Master's Defense: Andoni Agirre
Learning Quantum Optimization Games - Monte Carlo Tree Search as an alternative for quantum optimization
Hard combinatorial optimization problems have an abundance of real-life applications, but quickly become intractable and too costly to solve. By encoding them into ground states of spin-1/2 Hamiltonians, such problems can be formulated as ground state preparation problems, which can be tackled by quantum algorithms. A lot of effort is currently being made to determine if the limited quantum devices of today could provide better and faster platforms to solve these hard problems.
In this thesis we work with 3-satisfiability, the prime example of such hard problems, and try to solve it with algorithms based on two of the main near-term quantum computational paradigms for quantum optimization: Adiabatic Quantum Computation and Variational Quantum Algorithms. In view of the difficulties of quantum optimization, such as having to navigate exceedingly complicated cost landscapes, we employ the Monte Carlo Tree Search algorithm, a very peculiar way of approaching quantum optimization from the viewpoint of board game artificial intelligence.
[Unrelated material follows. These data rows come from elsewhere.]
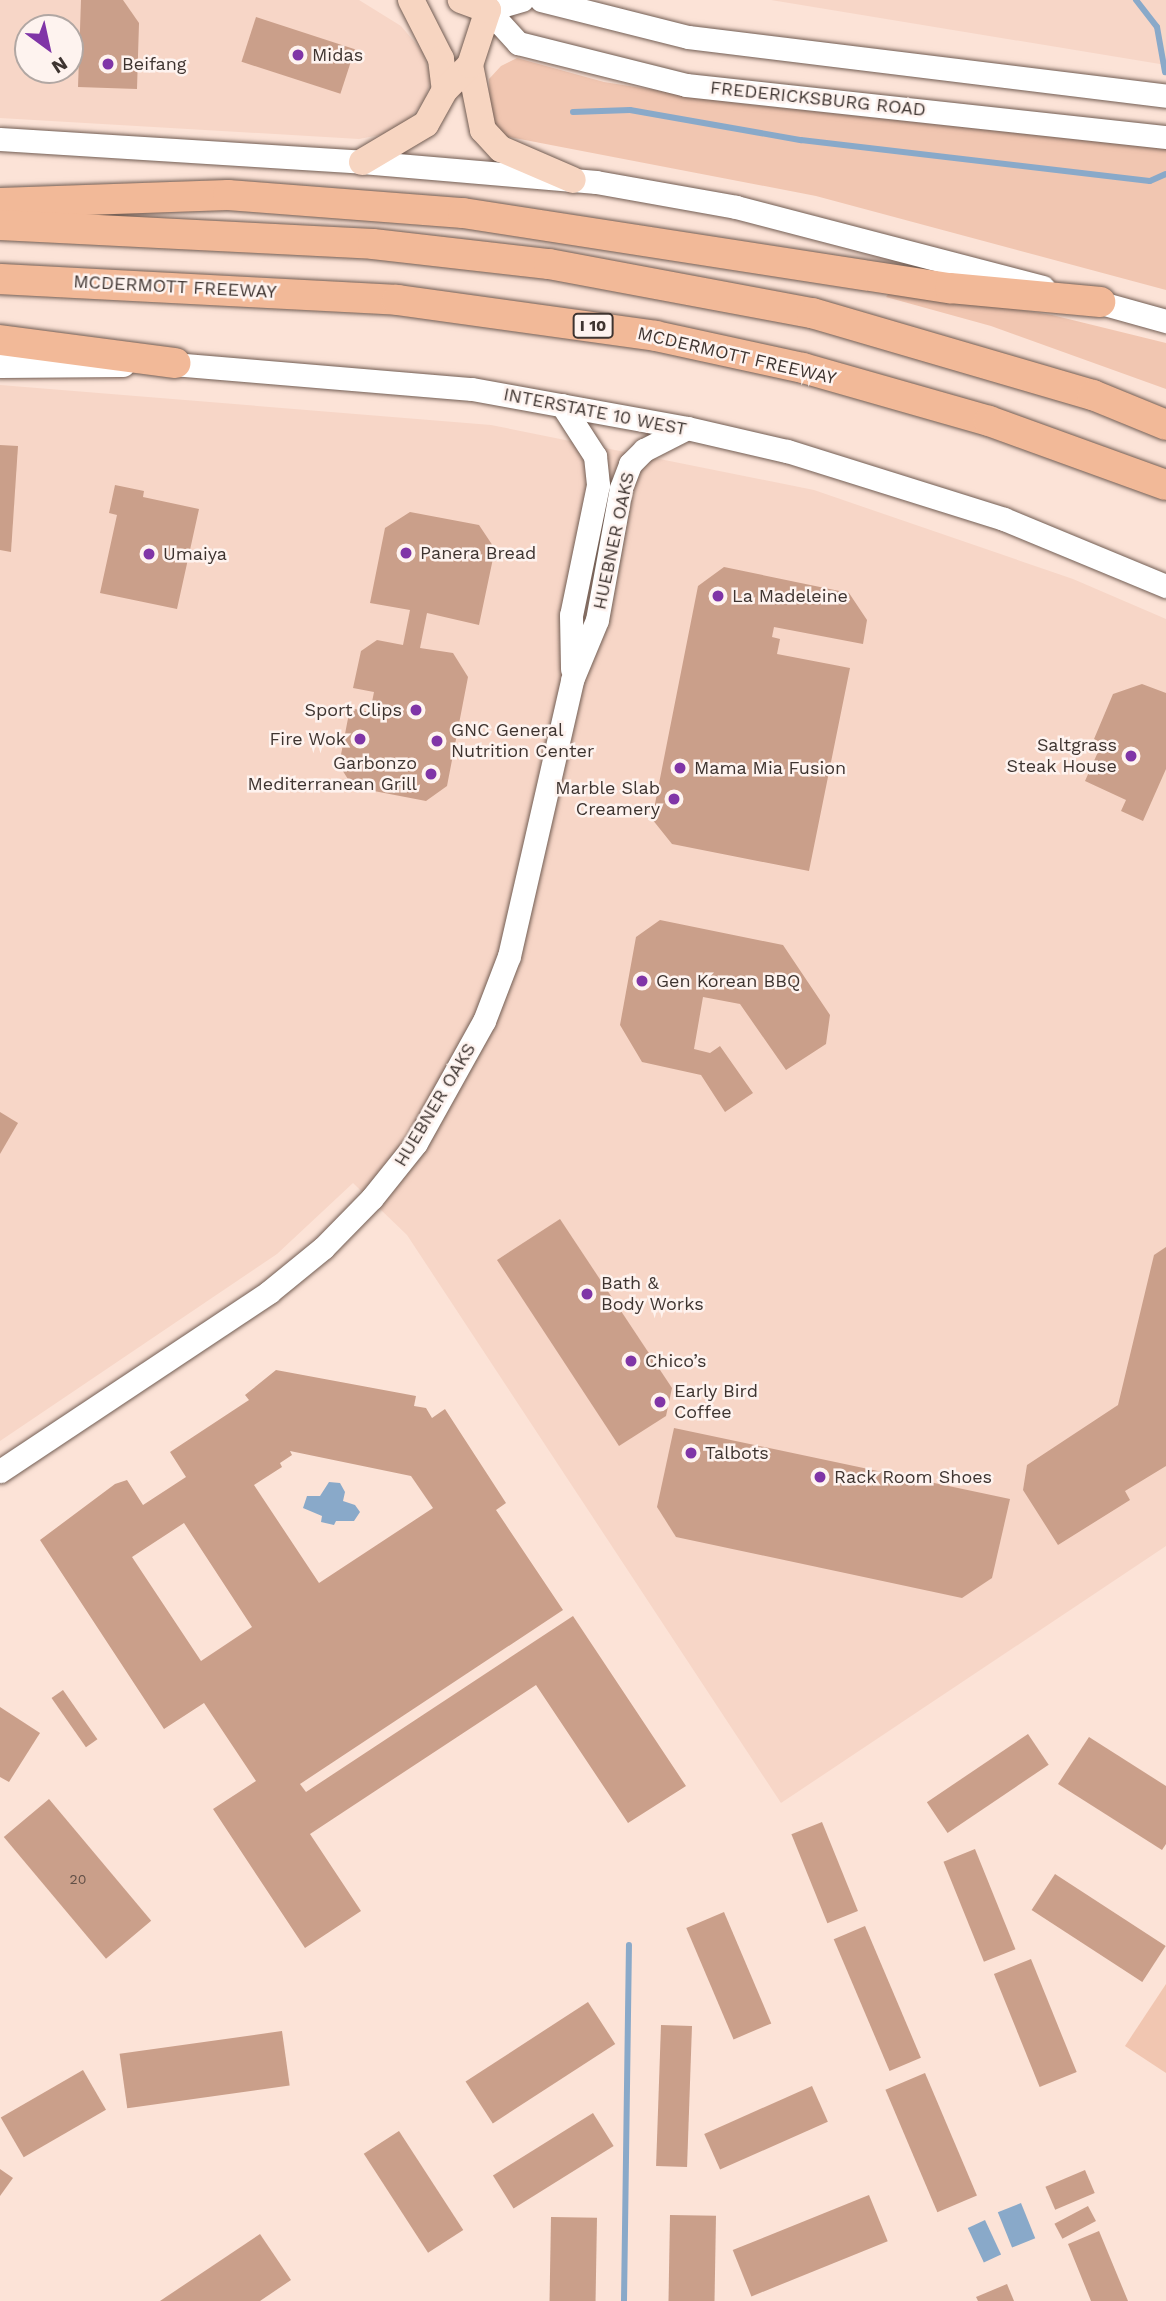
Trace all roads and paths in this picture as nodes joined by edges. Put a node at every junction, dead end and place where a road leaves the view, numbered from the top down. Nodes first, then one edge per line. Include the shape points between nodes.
1 (411, 0) edge
2 (461, 0) edge
3 (522, 0) edge
4 (541, 0) edge
5 (488, 10) junction
6 (470, 65) junction
7 (445, 90) junction
8 (1166, 96) edge
9 (1166, 137) edge
10 (0, 139) edge
11 (362, 162) junction
12 (573, 180) junction
13 (0, 203) edge
14 (0, 225) edge
15 (0, 279) edge
16 (1100, 302) junction
17 (1166, 321) edge
18 (0, 340) edge
19 (174, 363) junction
20 (0, 366) edge
21 (562, 405) junction
22 (1166, 425) edge
23 (687, 428) junction
24 (1166, 485) edge
25 (1166, 586) edge
26 (572, 680) junction
27 (0, 1471) edge

1 - 7 main road via 441,59
2 - 5 main road, FREDERICKSBURG ROAD
3 - 5 main road
4 - 8 main road via 688,37
5 - 6 main road
5 - 9 main road, FREDERICKSBURG ROAD via 518,43 685,85
6 - 7 main road
6 - 12 main road via 483,130 501,149
7 - 11 main road via 426,124
10 - 11 main road
11 - 12 main road
12 - 16 main road via 736,207
13 - 16 highway via 92,196 228,195 463,213 950,288
14 - 22 highway via 373,244 549,264 812,313 1093,395
15 - 24 highway, MCDERMOTT FREEWAY / I 10 via 397,300 656,336 803,368 989,421
16 - 17 main road
18 - 19 highway
19 - 20 main road, INTERSTATE 10 WEST via 55,369
19 - 21 main road, INTERSTATE 10 WEST via 376,378
21 - 23 main road, INTERSTATE 10 WEST
21 - 26 main road, HUEBNER OAKS via 595,456 598,485 571,615
23 - 25 main road, INTERSTATE 10 WEST via 787,451 1004,519
23 - 26 main road, HUEBNER OAKS via 644,450 630,464 621,488 597,620
26 - 27 main road, HUEBNER OAKS via 509,956 464,1063 416,1143 343,1228 269,1292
We first implement and study the performance of our own version of the Monte Carlo Tree Search algorithm, both within a conventional game domain and a simple quantum system with two spins. We then successfully use our algorithm as a tool to optimize annealing schedules to solve hard instances of 3-satisfiability, as well as presenting and testing different methods of optimizing the parameters of the Quantum Approximate Optimization Algorithm with it. We also devise a number of concrete modifications to the standard version of the algorithm, which make it an even more compelling tool for quantum optimization.